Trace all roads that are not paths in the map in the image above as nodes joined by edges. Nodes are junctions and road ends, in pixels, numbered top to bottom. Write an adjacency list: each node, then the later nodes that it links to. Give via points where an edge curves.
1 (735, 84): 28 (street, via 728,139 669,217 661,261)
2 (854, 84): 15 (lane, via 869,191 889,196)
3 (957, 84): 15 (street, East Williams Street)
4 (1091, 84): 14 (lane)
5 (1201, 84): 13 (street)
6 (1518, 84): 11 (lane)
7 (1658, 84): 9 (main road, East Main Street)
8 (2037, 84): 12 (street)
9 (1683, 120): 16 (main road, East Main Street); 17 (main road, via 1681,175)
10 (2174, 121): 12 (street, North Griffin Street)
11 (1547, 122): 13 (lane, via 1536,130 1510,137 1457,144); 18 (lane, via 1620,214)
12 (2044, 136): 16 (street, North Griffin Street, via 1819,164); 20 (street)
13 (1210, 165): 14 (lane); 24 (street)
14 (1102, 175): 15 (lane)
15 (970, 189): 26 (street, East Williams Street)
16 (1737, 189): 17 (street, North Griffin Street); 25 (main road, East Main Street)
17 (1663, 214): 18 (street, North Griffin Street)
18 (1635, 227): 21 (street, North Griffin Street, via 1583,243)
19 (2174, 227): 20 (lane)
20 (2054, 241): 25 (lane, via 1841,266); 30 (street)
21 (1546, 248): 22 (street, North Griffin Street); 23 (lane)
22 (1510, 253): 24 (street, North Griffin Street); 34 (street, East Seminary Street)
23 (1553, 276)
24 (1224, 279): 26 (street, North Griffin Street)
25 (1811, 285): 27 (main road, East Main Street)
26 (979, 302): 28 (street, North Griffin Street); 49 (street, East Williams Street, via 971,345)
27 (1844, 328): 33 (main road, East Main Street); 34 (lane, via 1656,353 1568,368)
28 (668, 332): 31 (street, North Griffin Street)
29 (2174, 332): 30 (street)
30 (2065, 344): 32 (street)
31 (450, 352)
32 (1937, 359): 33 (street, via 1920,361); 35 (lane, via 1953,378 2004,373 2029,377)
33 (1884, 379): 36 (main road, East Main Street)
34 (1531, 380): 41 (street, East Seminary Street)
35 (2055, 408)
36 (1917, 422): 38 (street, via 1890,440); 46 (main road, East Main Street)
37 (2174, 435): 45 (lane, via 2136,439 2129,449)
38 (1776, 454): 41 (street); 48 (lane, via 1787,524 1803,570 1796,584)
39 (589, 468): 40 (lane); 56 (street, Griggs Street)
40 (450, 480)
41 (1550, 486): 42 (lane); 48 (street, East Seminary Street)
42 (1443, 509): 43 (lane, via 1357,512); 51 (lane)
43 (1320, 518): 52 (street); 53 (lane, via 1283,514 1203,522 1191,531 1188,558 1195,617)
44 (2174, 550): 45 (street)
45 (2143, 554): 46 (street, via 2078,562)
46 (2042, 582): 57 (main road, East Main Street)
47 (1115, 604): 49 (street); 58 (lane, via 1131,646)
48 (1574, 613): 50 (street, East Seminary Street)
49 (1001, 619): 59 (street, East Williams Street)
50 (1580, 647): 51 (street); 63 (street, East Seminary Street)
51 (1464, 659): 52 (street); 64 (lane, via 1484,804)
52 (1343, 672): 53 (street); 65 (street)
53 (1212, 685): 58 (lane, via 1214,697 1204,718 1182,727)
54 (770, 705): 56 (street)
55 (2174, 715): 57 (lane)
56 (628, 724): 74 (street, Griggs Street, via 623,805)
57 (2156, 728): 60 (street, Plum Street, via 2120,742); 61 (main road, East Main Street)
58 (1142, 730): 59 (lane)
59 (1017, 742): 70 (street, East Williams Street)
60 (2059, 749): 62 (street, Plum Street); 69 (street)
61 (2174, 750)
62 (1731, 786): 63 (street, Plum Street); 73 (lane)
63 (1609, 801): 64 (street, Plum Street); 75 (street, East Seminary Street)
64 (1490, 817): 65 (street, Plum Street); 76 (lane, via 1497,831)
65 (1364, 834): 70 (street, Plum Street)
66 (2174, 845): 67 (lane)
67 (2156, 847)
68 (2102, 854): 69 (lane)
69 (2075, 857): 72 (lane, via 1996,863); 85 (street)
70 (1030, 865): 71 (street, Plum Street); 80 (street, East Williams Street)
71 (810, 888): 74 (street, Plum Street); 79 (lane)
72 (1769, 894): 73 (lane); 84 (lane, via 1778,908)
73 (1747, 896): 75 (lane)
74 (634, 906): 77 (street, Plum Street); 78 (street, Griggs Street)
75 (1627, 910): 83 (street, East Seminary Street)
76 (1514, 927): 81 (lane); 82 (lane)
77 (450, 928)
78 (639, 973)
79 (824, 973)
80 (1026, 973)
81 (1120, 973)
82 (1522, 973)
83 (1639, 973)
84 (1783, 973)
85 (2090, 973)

________________________________________

Copy out each line of the entries that holds "Williams".

3 (957, 84): 15 (street, East Williams Street)
15 (970, 189): 26 (street, East Williams Street)
26 (979, 302): 28 (street, North Griffin Street); 49 (street, East Williams Street, via 971,345)
49 (1001, 619): 59 (street, East Williams Street)
59 (1017, 742): 70 (street, East Williams Street)
70 (1030, 865): 71 (street, Plum Street); 80 (street, East Williams Street)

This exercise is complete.